三農さんのう)とは農村農業農民を指し、三農問題さんのうもんだい)とは、中華人民共和国における農村農業農民の問題を特に示し、経済格差や流動人口等を包括した中国の社会問題となっている。

三農の概念は経済学者の温鉄軍博士が、1996年に提出した論文[1]が初出であり、その後、だんだんとメディアや官庁で広く使われるようになった。2000年、湖北省監利県棋盤郷党委員会書記である李昌平が朱鎔基総理に「農民は本当に苦しんでおり、農村は本当に困窮しており、農業は本当に危険である(農民真苦、農村真窮、農業真危険)。」といった内容の手紙を提出した[2]。その後、「三農」問題は広く使われるようになり、2001年には「三農」問題の文言は公文書に盛り込まれることで、大陸の理論界や政策を決定する階層の人間が用いる術語となり、2003年には中国共産党中央委員会において正式に「三農」問題を工作報告に書き入れられた[3]


内容[編集]

  • 農民問題:三農問題の中核となる問題、農民の収入が低く、増収は困難であり、都市-農村間の貧富の差は拡大し、農民は社会保障の権利を実質得ていないことを示している。
  • 農村問題:農村の状態が立ち遅れ、経済が発展しないことに集中して示している。比喩として、中国の都市はヨーロッパのようだが、農村はアフリカのようである。
  • 農業問題:農民が農業で金を稼げず、産業化のレベルが低いことを示している。

背景[編集]

農村の労働者が大挙して都市に向かい、農村の人口が減少した江南の某農村。

背景として都市と農村の収入格差が増大していることが挙げられる。中華人民共和国国家統計局によると、改革開放が始まった1978年における都市住民の一人当たり可処分所得は343元、農村の一人当たり純収入は134元で格差は2.55:1倍、1985年では都市住民の一人当たり賃金は690元、農村の一人当たり純収入は397元、双方の格差は1.74:1であったが、2005年には前者は10,493元なのに対し、後者は3,255元に過ぎず、その格差は都市:農村=3.22:1となり[4]、この20年で都市-農村間の収入格差が拡大した。

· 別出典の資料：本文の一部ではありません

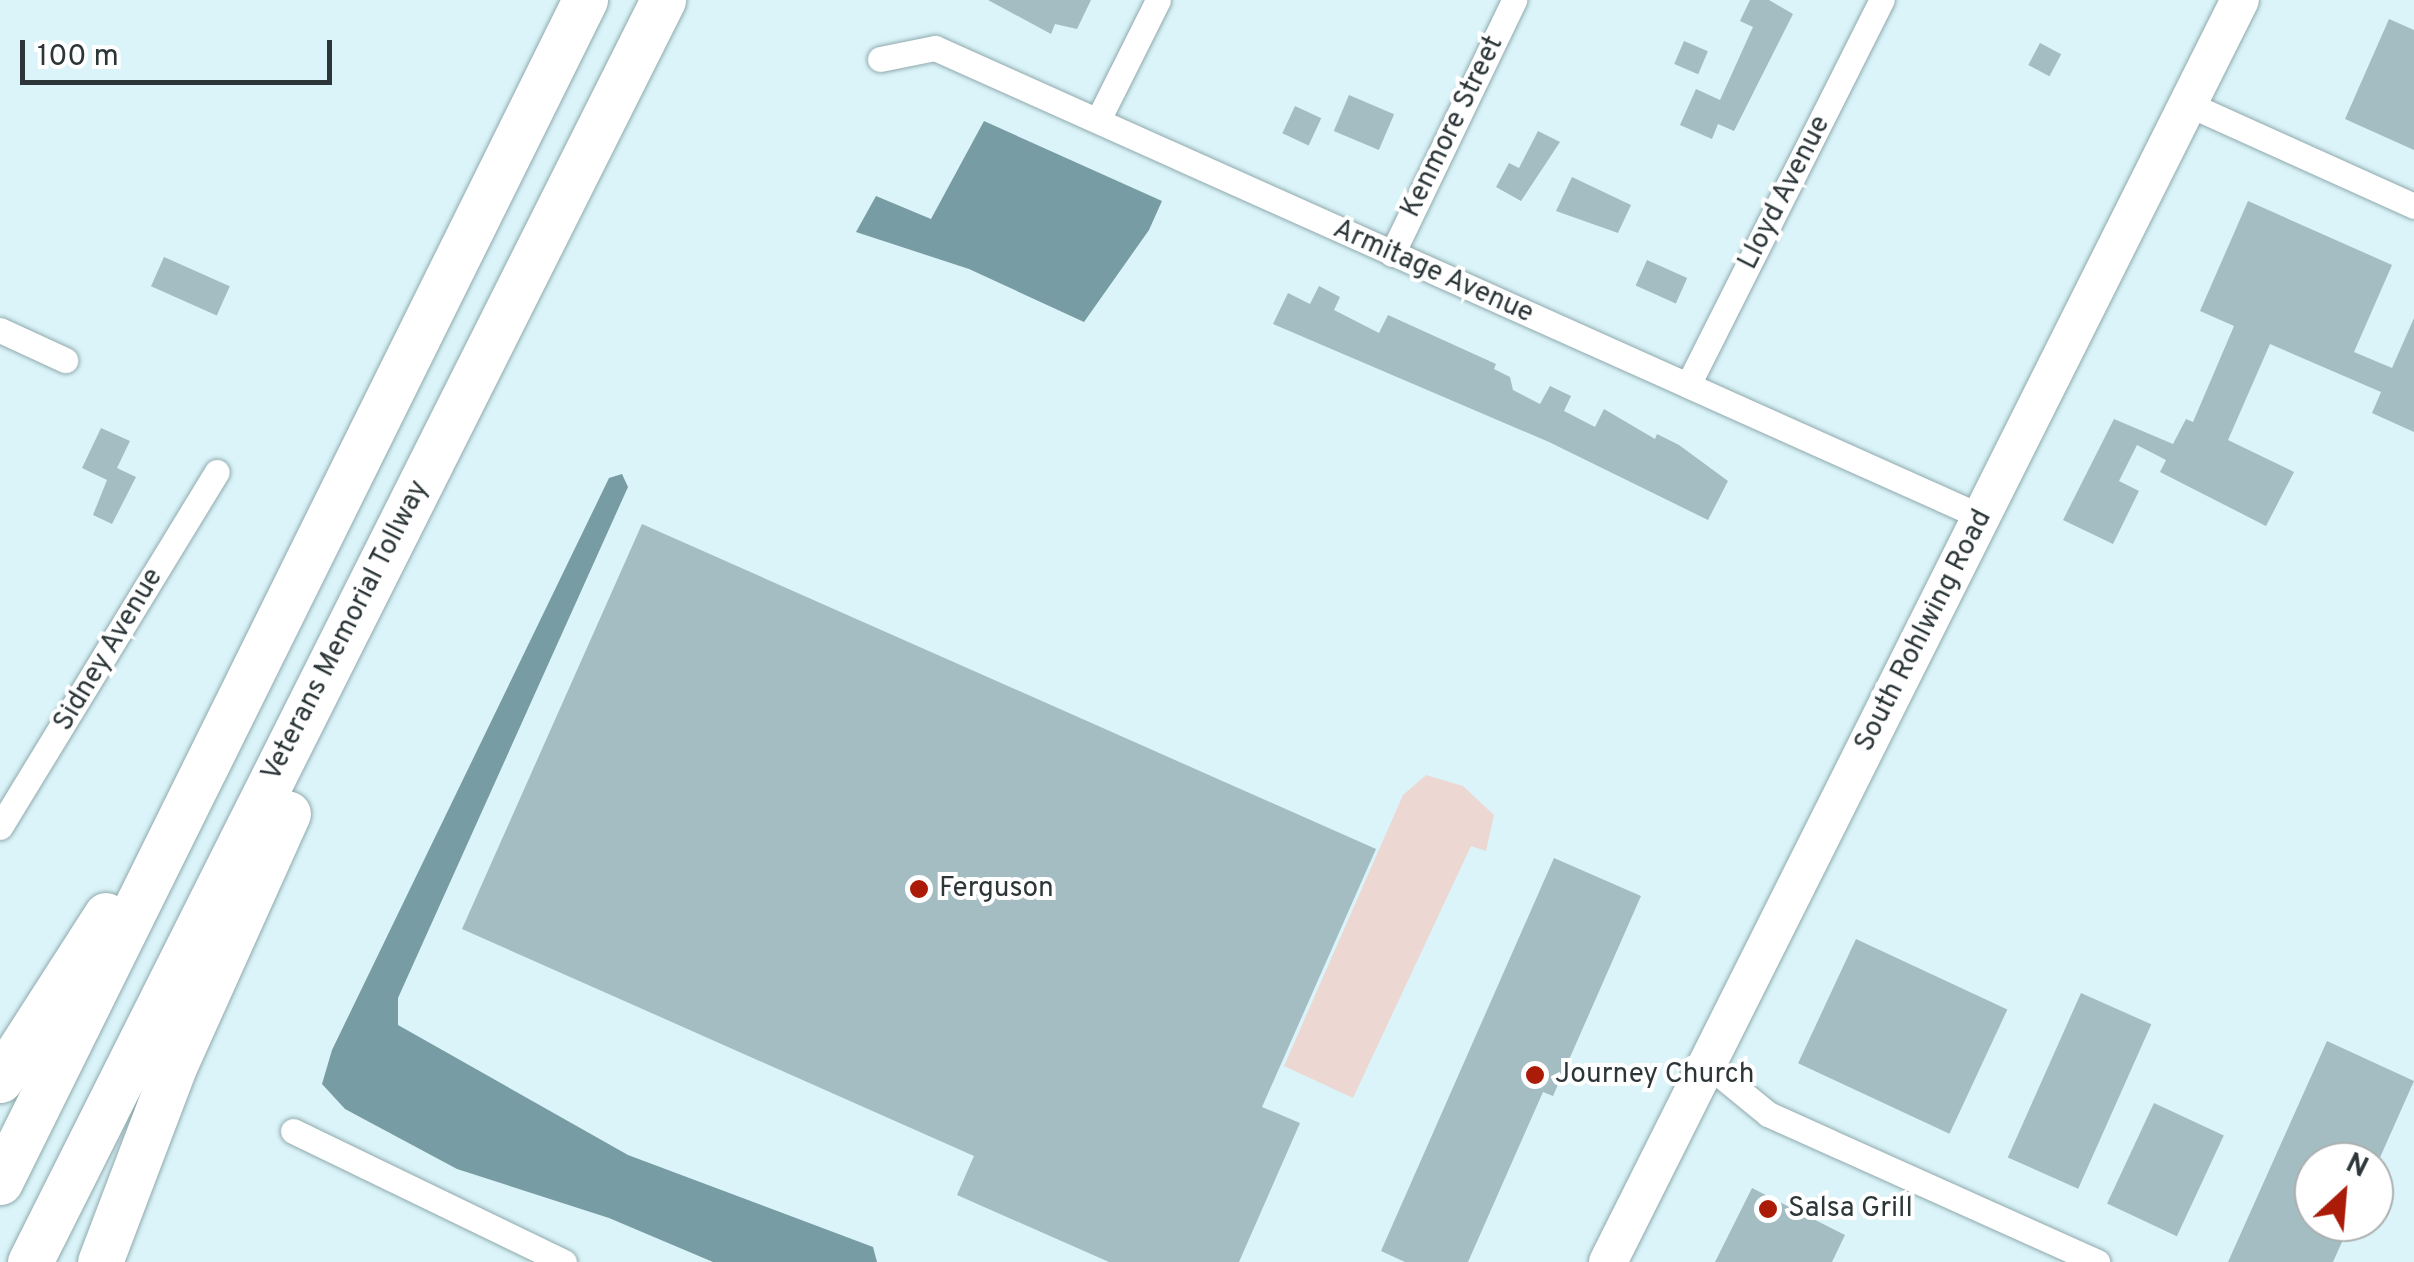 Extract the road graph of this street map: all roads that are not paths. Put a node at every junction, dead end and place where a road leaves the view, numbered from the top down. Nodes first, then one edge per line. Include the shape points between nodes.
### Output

改革開放以来、農村では、人民公社から生産責任制へと移行し、農村産業化が進められた。同時に中国の農産品は外国の農業大国との競争に曝され、家族単位では市場競争に勝つことが出来ず、農民は「手元にある農産物を売りに出せない(手里有糧売不出)」現象が発生した。

1992年鄧小平南巡講話以降、中国経済が成長し始めたが、中国経済の成長と比較して第一次産業は成長とは程遠く、第二次産業、第三次産業が成長した[5]。農民は農業で十分な収入は得られないと考え、農村から都市へ出稼ぎに出かけた。しかし、都市には農民に提供するほどの職業は十分には無く、都市に向かった多くの農民は都市内部に集住し、農民工となった。結果として、農村の生産性は下降した、さらに多くの農民が都市に職探しに来るようになる悪循環が続いた。農業の発展が中国経済の正常な発展に直接影響し、また、中国の総人口の約3/4が農村の人口であることから、農民の生活状況が中国全体の生活状況を最もよく表している。農村の発展は、中国共産党が提出した「三歩進む(三歩走)」戦略を実現する為の最大の挑戦であり、三農問題は当面の中国社会の顕著な問題たらしめている。

三農問題が及ぼす影響[編集]

鄧小平先富論に代表される都市と農村の発展の差を是認した政策により、都市と農村間の貧富の差を拡大させた。都市が経済発展する過程で、農民から土地を没収する動きも経済格差を激化させた。ひとたび仕事や土地を失った農民は流動人口となり、都市に出てきて生きようと考え、結果として、三農問題は都市にまで波及したのであった。この悪循環により、三農問題は中国全体にわたる社会問題になったのであった。

三農問題解決のための施策[編集]

  • 農村税費改革の推進:2003年3月、農民の負担を軽減し、農民の収入を回復・増加を促進し、農村経済の持続的発展と農村社会の全面的な進歩を推進し、中国農業生産のボトルネックとなっている制約問題を解決する為、中国政府は2000年より試験的に安徽省で導入した農村税費改革を元に、『国務院、農村税費改革の試みを全面的に推進することに関する意見』(《国务院关于全面推进农村税费改革试点工作的意见》)の文書を発表した。
  • 国家の指導者が農民の負担を軽減する具体的プログラムを発表することを承認2004年3月5日温家宝総理全人代の開幕における政府工作報告の中で、農業の基盤を強固なものにする必要があること、農民の収入の増加と農業生産の増加を実現する必要があること、5年以内に農業税を廃止する必要があること言及した。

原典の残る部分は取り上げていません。